• **What is being asked**: Whenever the word "edges" shows up in a line of the data, copy that line.

*** Given records Section Begins ***

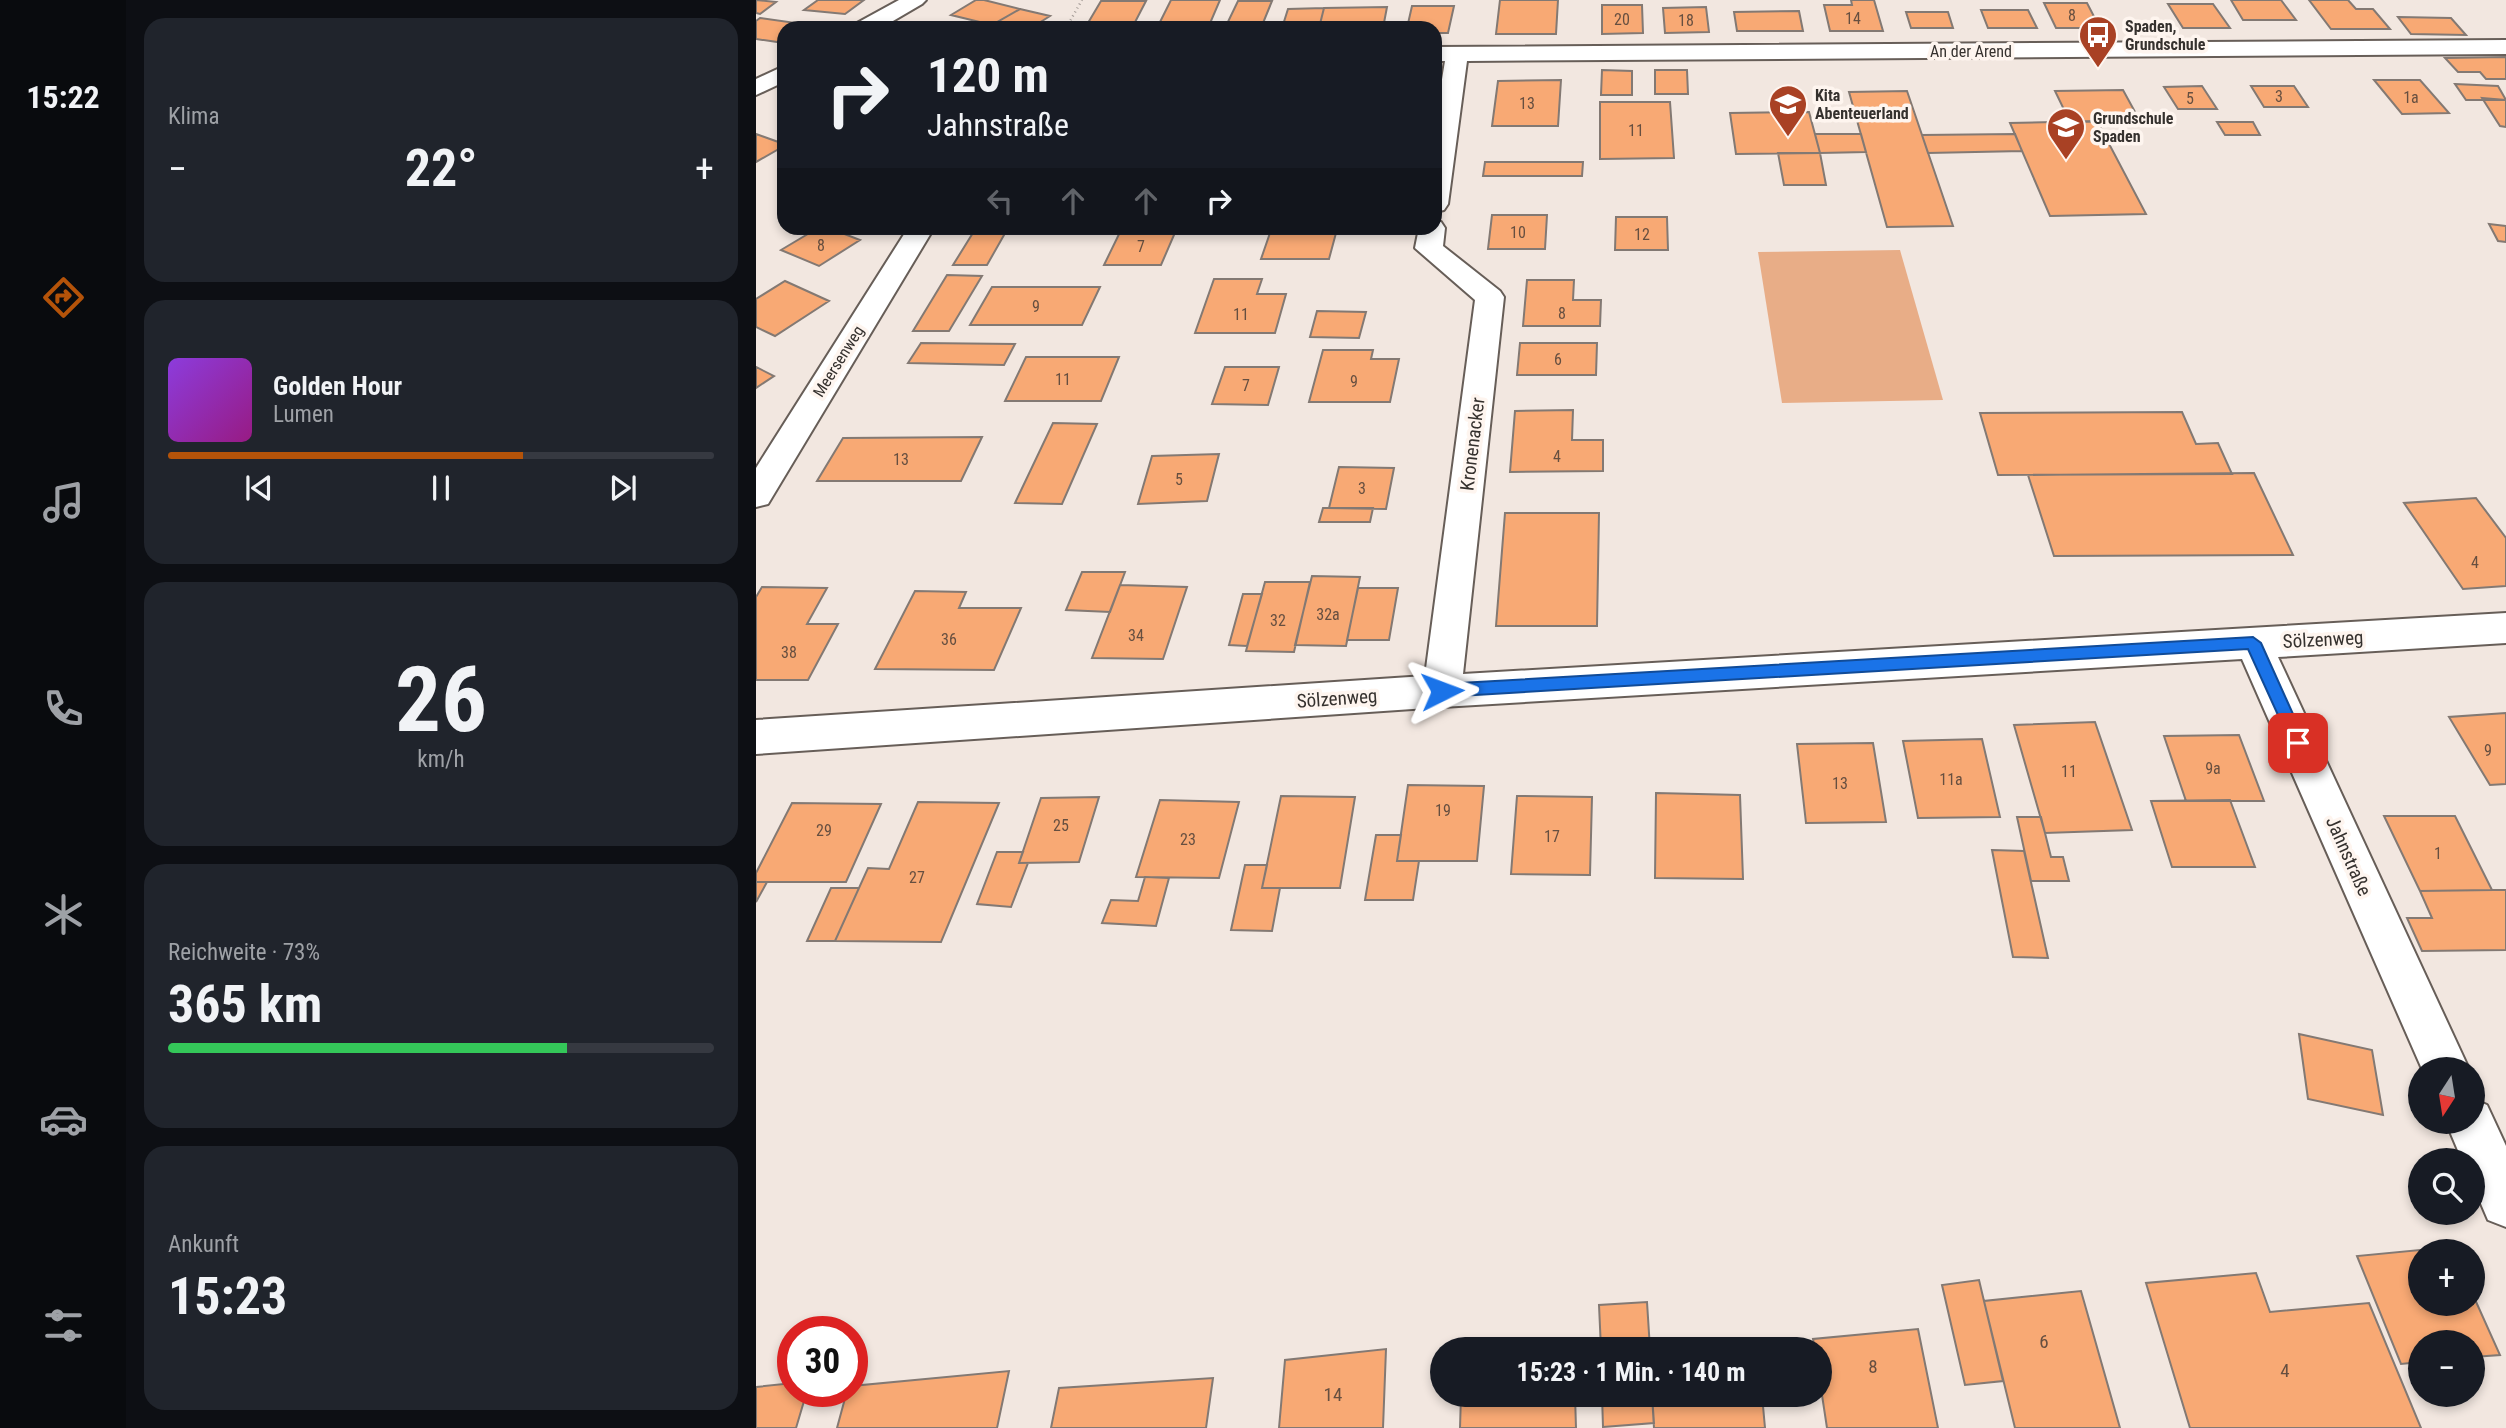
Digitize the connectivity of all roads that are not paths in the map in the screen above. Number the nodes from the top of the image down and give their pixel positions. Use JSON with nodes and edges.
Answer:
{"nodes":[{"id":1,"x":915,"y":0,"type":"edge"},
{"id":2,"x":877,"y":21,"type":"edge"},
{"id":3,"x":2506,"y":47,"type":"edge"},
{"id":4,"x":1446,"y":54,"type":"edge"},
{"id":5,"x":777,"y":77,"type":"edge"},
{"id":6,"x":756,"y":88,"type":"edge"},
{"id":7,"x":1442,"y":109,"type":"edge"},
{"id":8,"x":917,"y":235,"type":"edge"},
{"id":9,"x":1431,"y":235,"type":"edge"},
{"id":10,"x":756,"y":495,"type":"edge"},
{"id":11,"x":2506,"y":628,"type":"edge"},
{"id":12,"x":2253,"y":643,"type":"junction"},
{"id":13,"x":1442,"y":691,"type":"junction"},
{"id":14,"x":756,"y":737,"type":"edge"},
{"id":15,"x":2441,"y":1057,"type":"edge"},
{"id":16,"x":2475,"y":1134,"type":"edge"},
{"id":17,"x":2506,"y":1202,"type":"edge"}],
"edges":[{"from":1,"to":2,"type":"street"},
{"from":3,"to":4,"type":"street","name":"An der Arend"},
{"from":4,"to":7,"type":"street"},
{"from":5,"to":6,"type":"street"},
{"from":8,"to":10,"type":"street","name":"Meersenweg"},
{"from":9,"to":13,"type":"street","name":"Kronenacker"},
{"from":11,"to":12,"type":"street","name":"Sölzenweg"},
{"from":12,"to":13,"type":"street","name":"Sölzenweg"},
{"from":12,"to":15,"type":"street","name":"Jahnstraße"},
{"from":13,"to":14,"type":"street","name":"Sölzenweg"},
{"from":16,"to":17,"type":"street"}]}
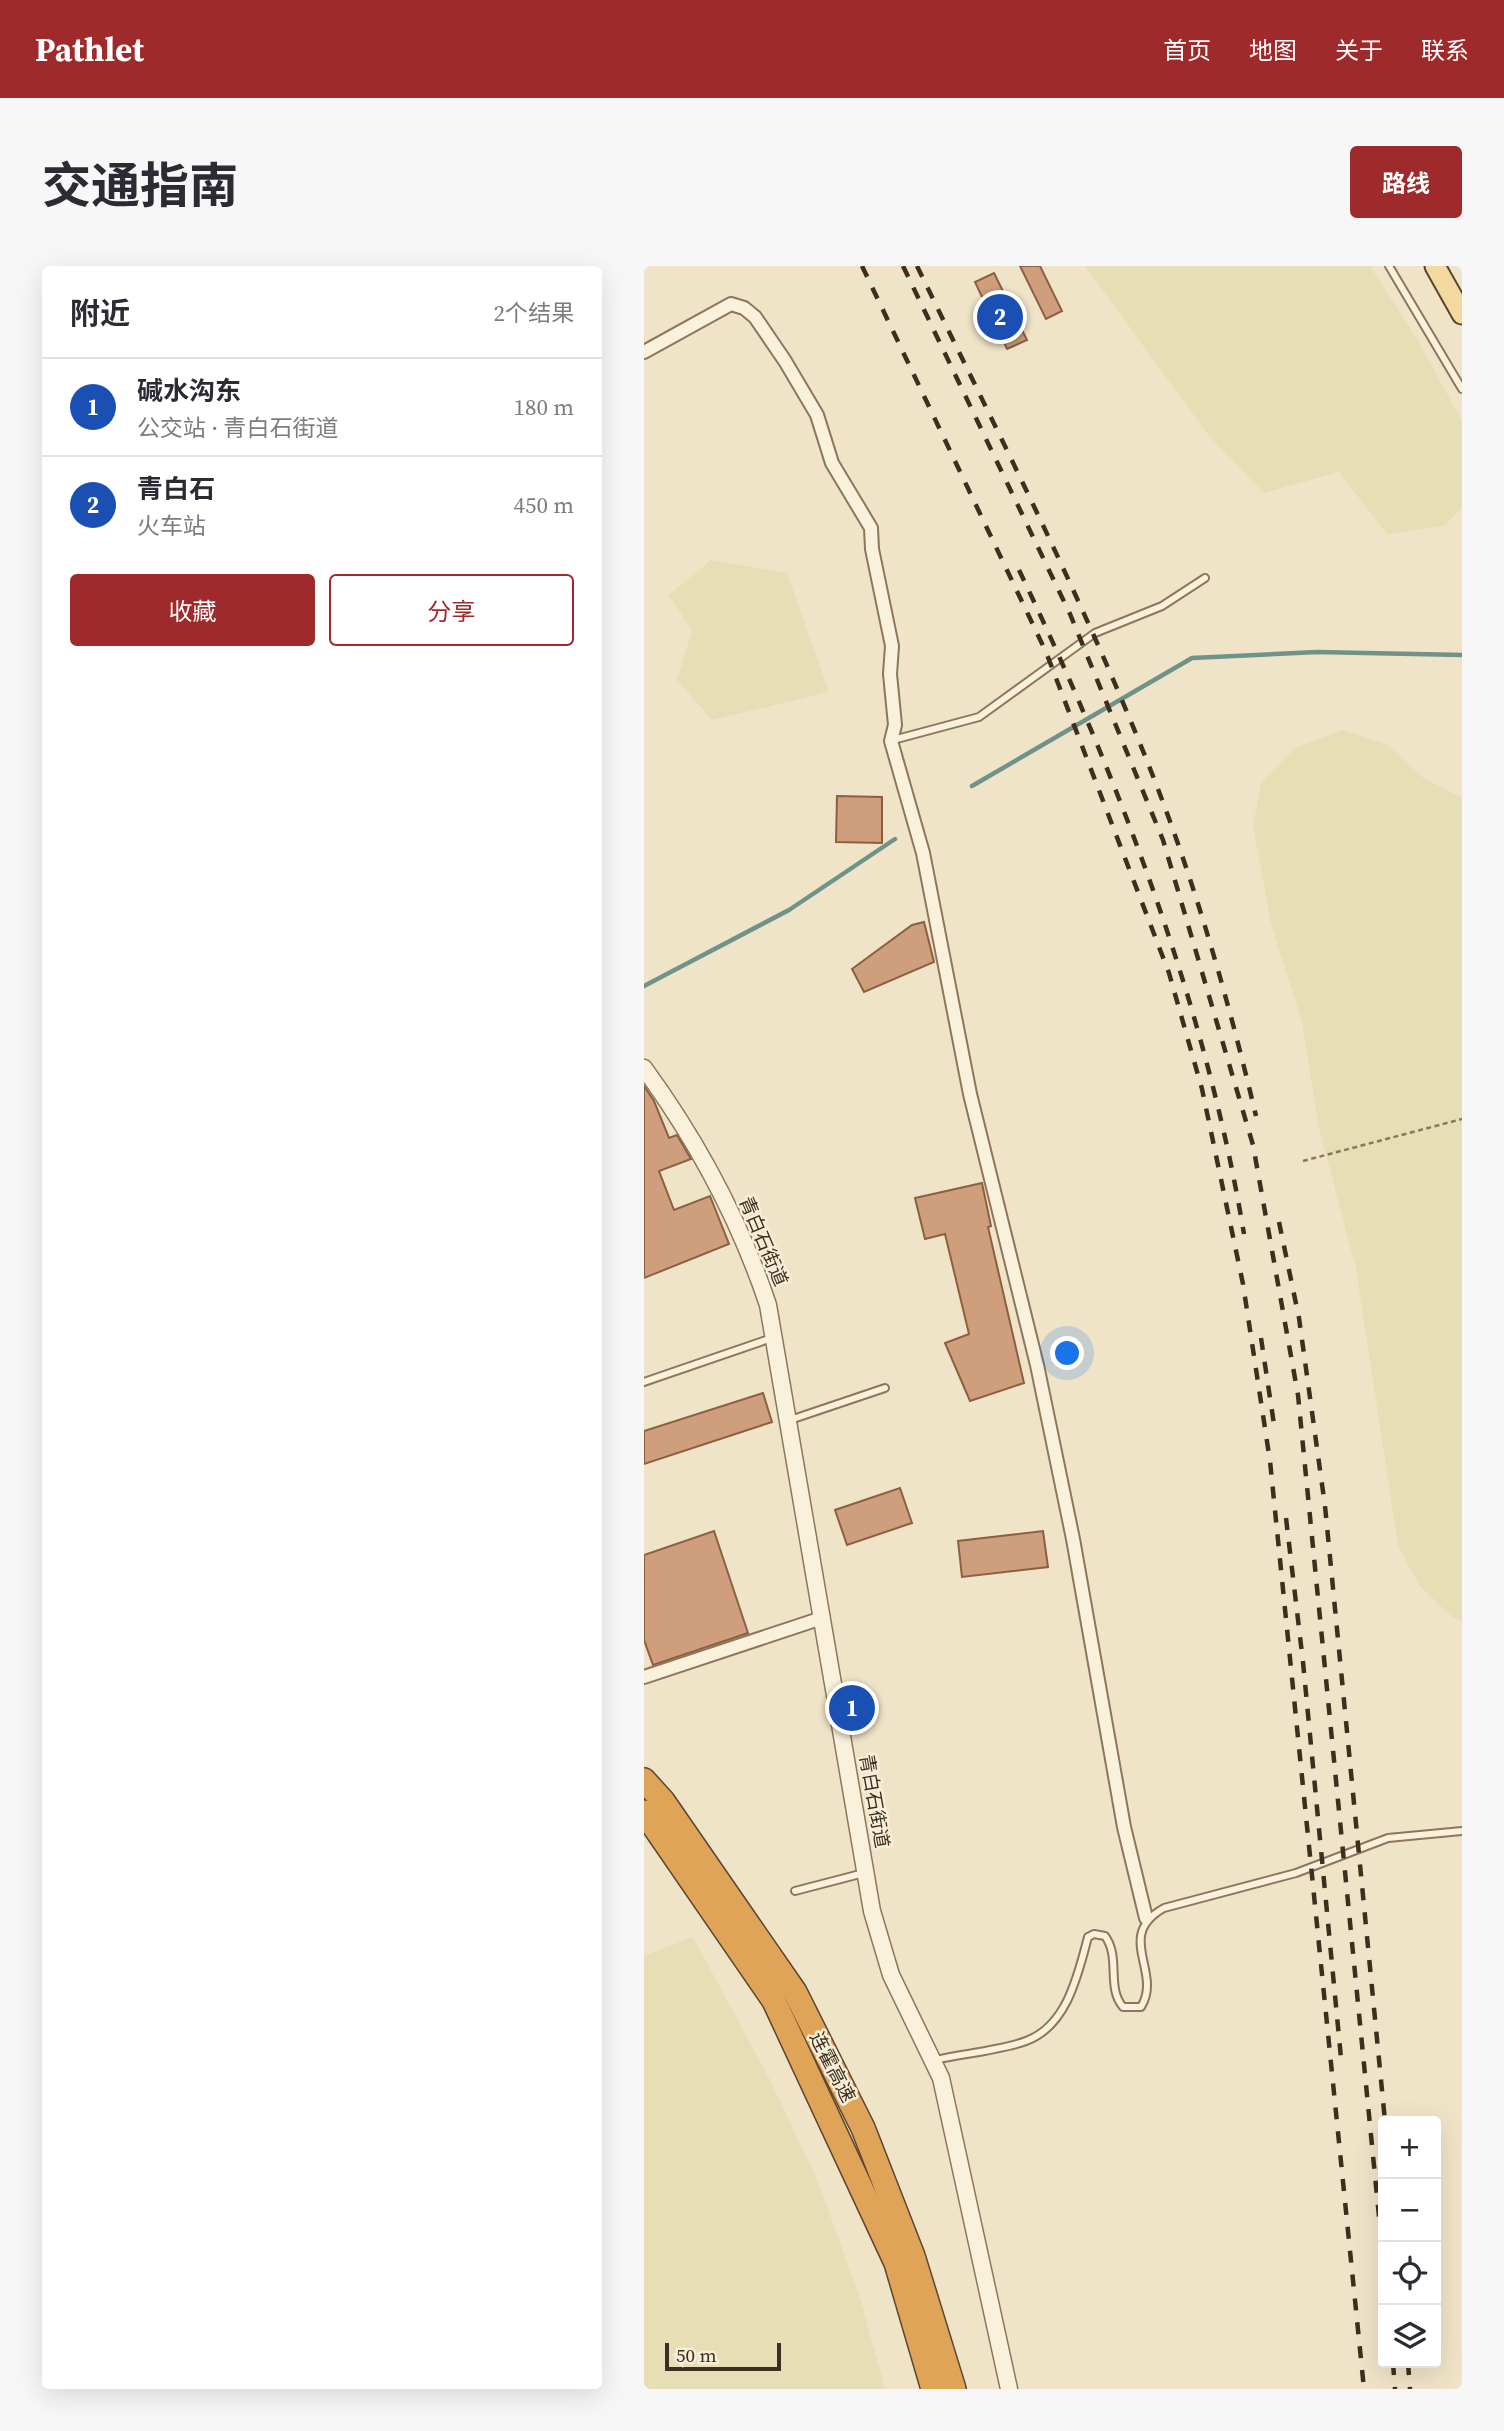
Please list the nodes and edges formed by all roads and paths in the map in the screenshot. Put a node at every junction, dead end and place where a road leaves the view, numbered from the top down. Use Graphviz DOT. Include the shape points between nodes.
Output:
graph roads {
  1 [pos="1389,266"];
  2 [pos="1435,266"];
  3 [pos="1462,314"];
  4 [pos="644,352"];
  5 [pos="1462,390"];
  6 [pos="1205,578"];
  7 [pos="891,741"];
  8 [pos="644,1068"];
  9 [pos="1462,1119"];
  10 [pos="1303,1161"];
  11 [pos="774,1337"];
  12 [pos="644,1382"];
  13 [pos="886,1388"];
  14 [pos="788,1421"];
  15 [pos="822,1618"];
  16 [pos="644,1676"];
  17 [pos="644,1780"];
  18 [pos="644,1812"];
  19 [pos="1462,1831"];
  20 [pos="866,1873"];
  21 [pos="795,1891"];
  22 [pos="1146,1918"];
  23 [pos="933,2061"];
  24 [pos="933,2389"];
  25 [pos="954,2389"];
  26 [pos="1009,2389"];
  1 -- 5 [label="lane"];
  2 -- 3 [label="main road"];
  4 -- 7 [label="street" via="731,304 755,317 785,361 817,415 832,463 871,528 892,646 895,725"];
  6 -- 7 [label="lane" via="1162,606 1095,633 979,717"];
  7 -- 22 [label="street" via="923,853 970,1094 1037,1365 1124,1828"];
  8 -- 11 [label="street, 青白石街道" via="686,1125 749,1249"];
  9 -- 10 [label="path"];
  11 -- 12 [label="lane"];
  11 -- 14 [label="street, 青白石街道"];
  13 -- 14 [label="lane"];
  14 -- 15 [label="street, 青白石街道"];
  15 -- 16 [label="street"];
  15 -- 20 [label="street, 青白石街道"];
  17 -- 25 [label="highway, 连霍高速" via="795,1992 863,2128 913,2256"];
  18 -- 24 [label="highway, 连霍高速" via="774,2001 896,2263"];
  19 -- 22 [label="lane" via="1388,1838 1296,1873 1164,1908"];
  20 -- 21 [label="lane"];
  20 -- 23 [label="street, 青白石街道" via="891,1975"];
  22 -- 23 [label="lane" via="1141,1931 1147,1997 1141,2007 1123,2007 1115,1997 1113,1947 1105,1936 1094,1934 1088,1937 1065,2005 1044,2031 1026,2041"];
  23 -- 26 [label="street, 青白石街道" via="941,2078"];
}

*** Given records Section Ends ***

• **Written solution**:
Digitize the connectivity of all roads that are not paths in the map in the screen above. Number the nodes from the top of the image down and give their pixel positions. Use JSON with nodes and edges.
"edges":[{"from":1,"to":2,"type":"street"},
Please list the nodes and edges formed by all roads and paths in the map in the screenshot. Put a node at every junction, dead end and place where a road leaves the view, numbered from the top down. Use Graphviz DOT. Include the shape points between nodes.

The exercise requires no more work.